Hillary Clinton’s New Favorite Line: “Donald Trump And Ted Cruz”

In recent weeks, Clinton has begun a new phase in her campaign — tying together Donald Trump and Ted Cruz, and casting them as just like all the Republicans.

PHILADELPHIA — She mentions their names interchangeably. She describes their campaigns, their rhetoric and proposals, as equally offensive and equally dangerous. And she warns against them both in the general election.

"Here’s what I want you to understand about Trump and Cruz…”

When I hear Donald Trump and Ted Cruz talk about international issues…”

I will not let someone like Donald Trump or Ted Cruz say what he is saying…”

It's a subtle but significant shift for Hillary Clinton as she moves to secure the Democratic nomination and begin the work of defining the Republican opponents more broadly. In the days leading up to last week’s New York primary, where her 16-point victory came as a major setback to Bernie Sanders, Clinton began incorporating Ted Cruz into lines she’s been using against Donald Trump for weeks. On the night she won New York, she used Cruz’s name for the first time in a primary night speech. And in the days since, Clinton has hardly mentioned one candidate without the other.

“Donald Trump and Ted Cruz are pushing a vision for America that's divisive and frankly dangerous,” Clinton told the crowd in New York, citing the GOP’s approach to tax policy and abortion alongside the respective proposals by Trump and Cruz to ban Muslim immigration into the United States and to police Muslim-American neighborhoods.

Inside campaign headquarters, officials still view Trump as their likely opponent come November. The references to Cruz come less as a comment on his chances than part of a recent effort by Clinton to widen her critique of Trump, frame the field of candidates around the same “dangerous” and “divisive” platform, and position their “extreme candidacies” as a product and reflection of the larger party.

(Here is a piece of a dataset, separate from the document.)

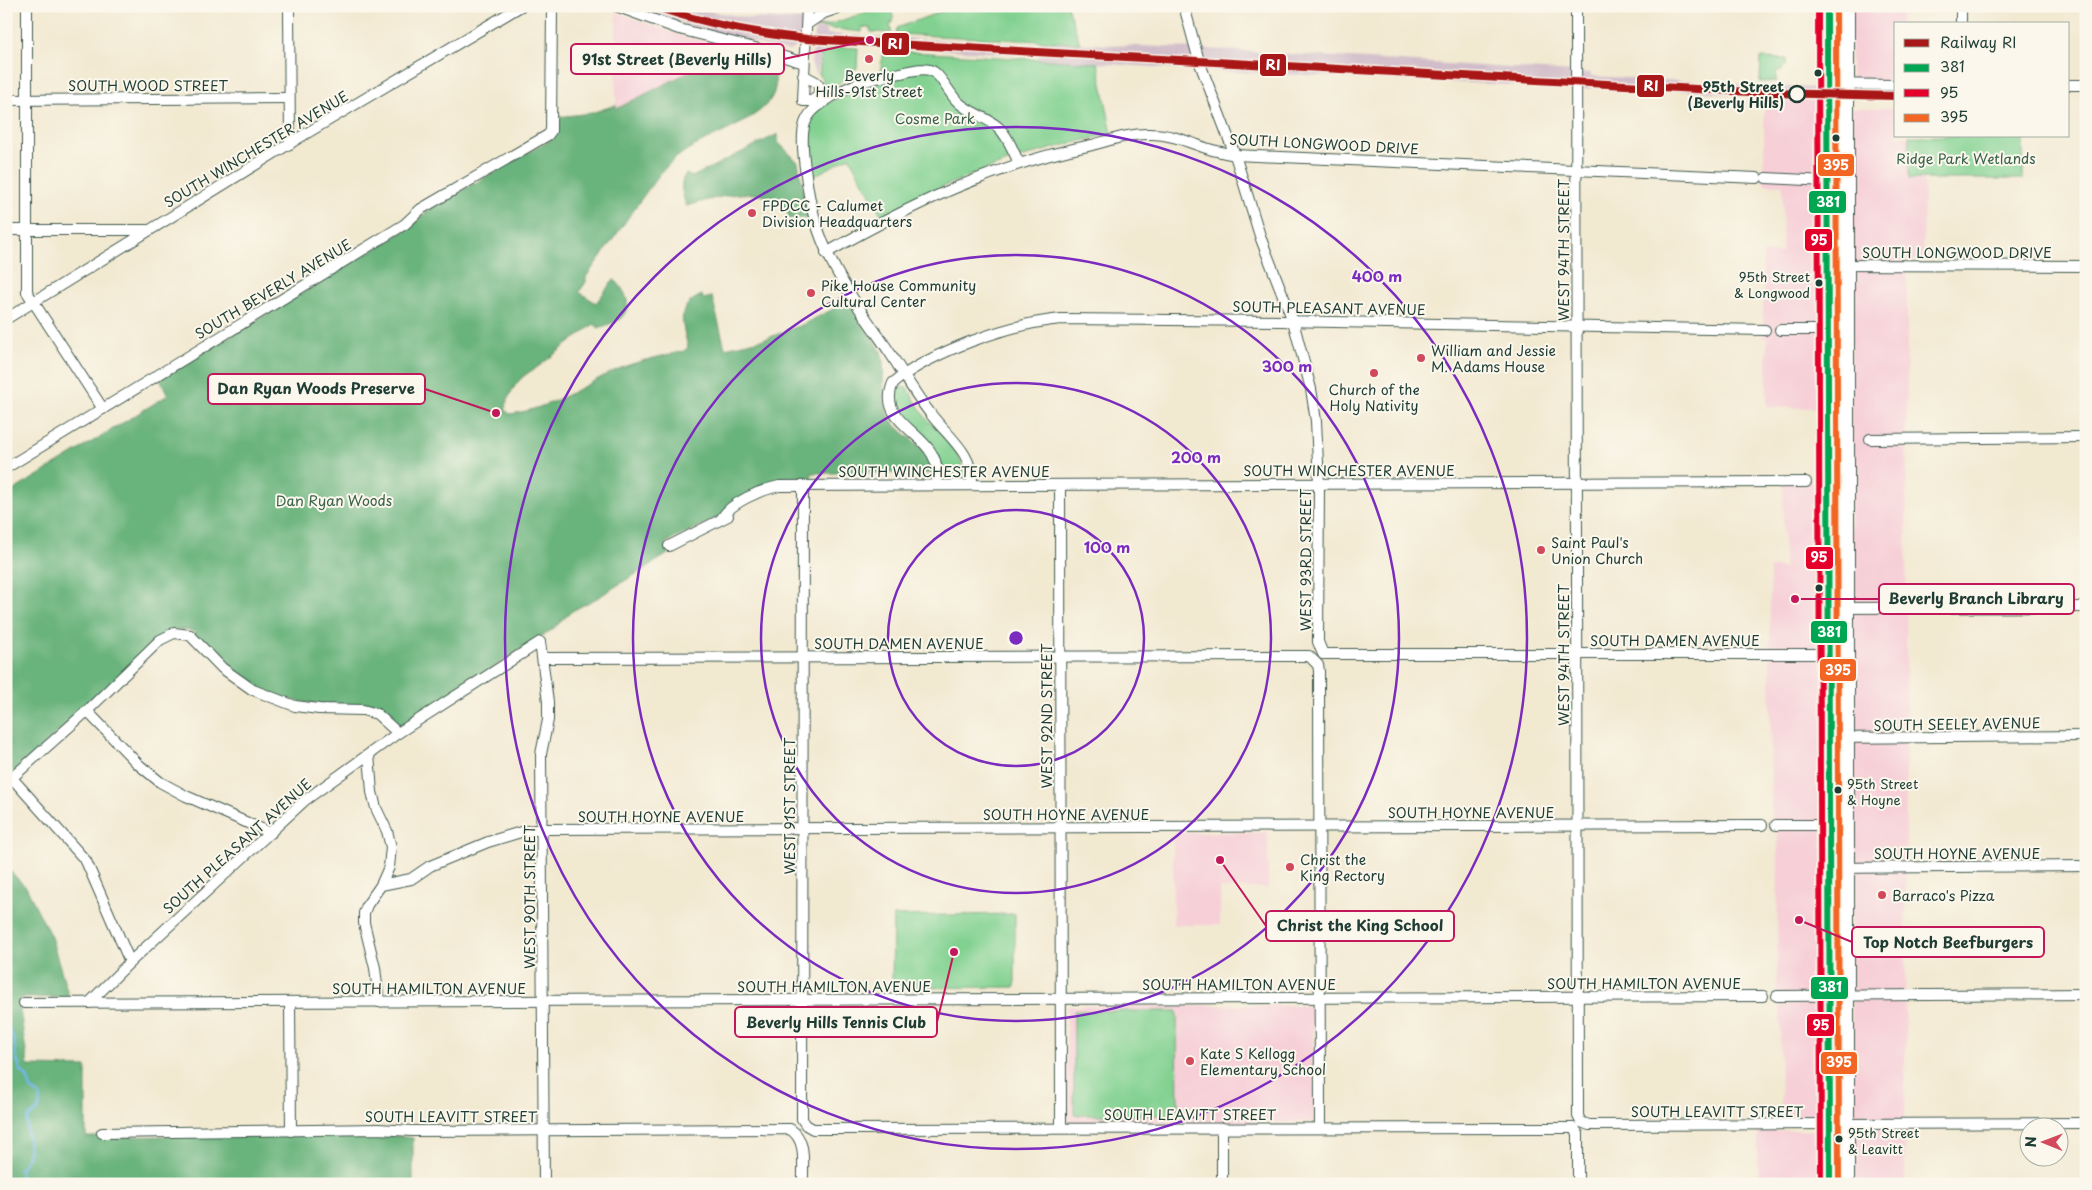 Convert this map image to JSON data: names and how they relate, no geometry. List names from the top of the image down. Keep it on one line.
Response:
{"streets":{"street":["SOUTH WOOD STREET","SOUTH LONGWOOD DRIVE","SOUTH WINCHESTER AVENUE","WEST 94TH STREET","SOUTH BEVERLY AVENUE","SOUTH PLEASANT AVENUE","WEST 93RD STREET","SOUTH DAMEN AVENUE","WEST 92ND STREET","SOUTH SEELEY AVENUE","WEST 91ST STREET","SOUTH HOYNE AVENUE","WEST 90TH STREET","SOUTH HAMILTON AVENUE","SOUTH LEAVITT STREET"]},"crossings":[["SOUTH LONGWOOD DRIVE","WEST 94TH STREET"],["SOUTH LONGWOOD DRIVE","WEST 93RD STREET"],["SOUTH WINCHESTER AVENUE","WEST 94TH STREET"],["SOUTH WINCHESTER AVENUE","WEST 93RD STREET"],["SOUTH WINCHESTER AVENUE","WEST 92ND STREET"],["SOUTH WINCHESTER AVENUE","WEST 91ST STREET"],["WEST 94TH STREET","SOUTH PLEASANT AVENUE"],["WEST 94TH STREET","SOUTH DAMEN AVENUE"],["WEST 94TH STREET","SOUTH HOYNE AVENUE"],["WEST 94TH STREET","SOUTH HAMILTON AVENUE"],["WEST 94TH STREET","SOUTH LEAVITT STREET"],["SOUTH PLEASANT AVENUE","WEST 93RD STREET"],["SOUTH PLEASANT AVENUE","WEST 90TH STREET"],["SOUTH PLEASANT AVENUE","SOUTH HAMILTON AVENUE"],["WEST 93RD STREET","SOUTH DAMEN AVENUE"],["WEST 93RD STREET","SOUTH HOYNE AVENUE"],["WEST 93RD STREET","SOUTH HAMILTON AVENUE"],["WEST 93RD STREET","SOUTH LEAVITT STREET"],["SOUTH DAMEN AVENUE","WEST 92ND STREET"],["SOUTH DAMEN AVENUE","WEST 91ST STREET"],["SOUTH DAMEN AVENUE","WEST 90TH STREET"],["WEST 92ND STREET","SOUTH HOYNE AVENUE"],["WEST 92ND STREET","SOUTH HAMILTON AVENUE"],["WEST 92ND STREET","SOUTH LEAVITT STREET"],["WEST 91ST STREET","SOUTH HOYNE AVENUE"],["WEST 91ST STREET","SOUTH HAMILTON AVENUE"],["WEST 91ST STREET","SOUTH LEAVITT STREET"],["SOUTH HOYNE AVENUE","WEST 90TH STREET"],["WEST 90TH STREET","SOUTH HAMILTON AVENUE"],["WEST 90TH STREET","SOUTH LEAVITT STREET"]],"parks":["Cosme Park","Ridge Park Wetlands","Dan Ryan Woods"],"places":["91st Street (Beverly Hills)","Beverly Hills-91st Street","95th Street (Beverly Hills)","FPDCC - Calumet Division Headquarters","95th Street & Longwood","Pike House Community Cultural Center","William and Jessie M. Adams House","Church of the Holy Nativity","Dan Ryan Woods Preserve","Saint Paul's Union Church","Beverly Branch Library","95th Street & Hoyne","Christ the King School","Christ the King Rectory","Barraco's Pizza","Top Notch Beefburgers","Beverly Hills Tennis Club","Kate S Kellogg Elementary School","95th Street & Leavitt"],"lines":["rail line RI","transit line 381","transit line 95","transit line 395"],"legend":["Railway RI","381","95","395"],"north":"left","rings":["400 m","300 m","200 m","100 m"]}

Trump and Cruz, Clinton has stressed to recent crowds, aren’t just outliers. “It’s really important that you tell all your friends,” she told a small group of volunteers last week at a phone-bank in New York, “they’ve got to pay attention to what the Republicans are saying. It’s not just Donald Trump or Ted Cruz. What they are saying is what most of the Republican elected officials believe.”

Clinton made this case in more aggressive terms late last month during a speech on the Supreme Court, arguing that these so-called “extreme candidacies” had risen from the GOP’s own “extremist tactics,” “obstruction,” and “recklessness.”

“It wasn’t long after Sen. McConnell said his number-one goal was to prevent the president’s reelection that Donald Trump started his racist campaign to discredit the president’s citizenship — remember the birther movement? — and Ted Cruz embarked on his strategy of holding the government hostage to get his way.”

“Trump didn’t come out of nowhere,” she said. “These things are connected.”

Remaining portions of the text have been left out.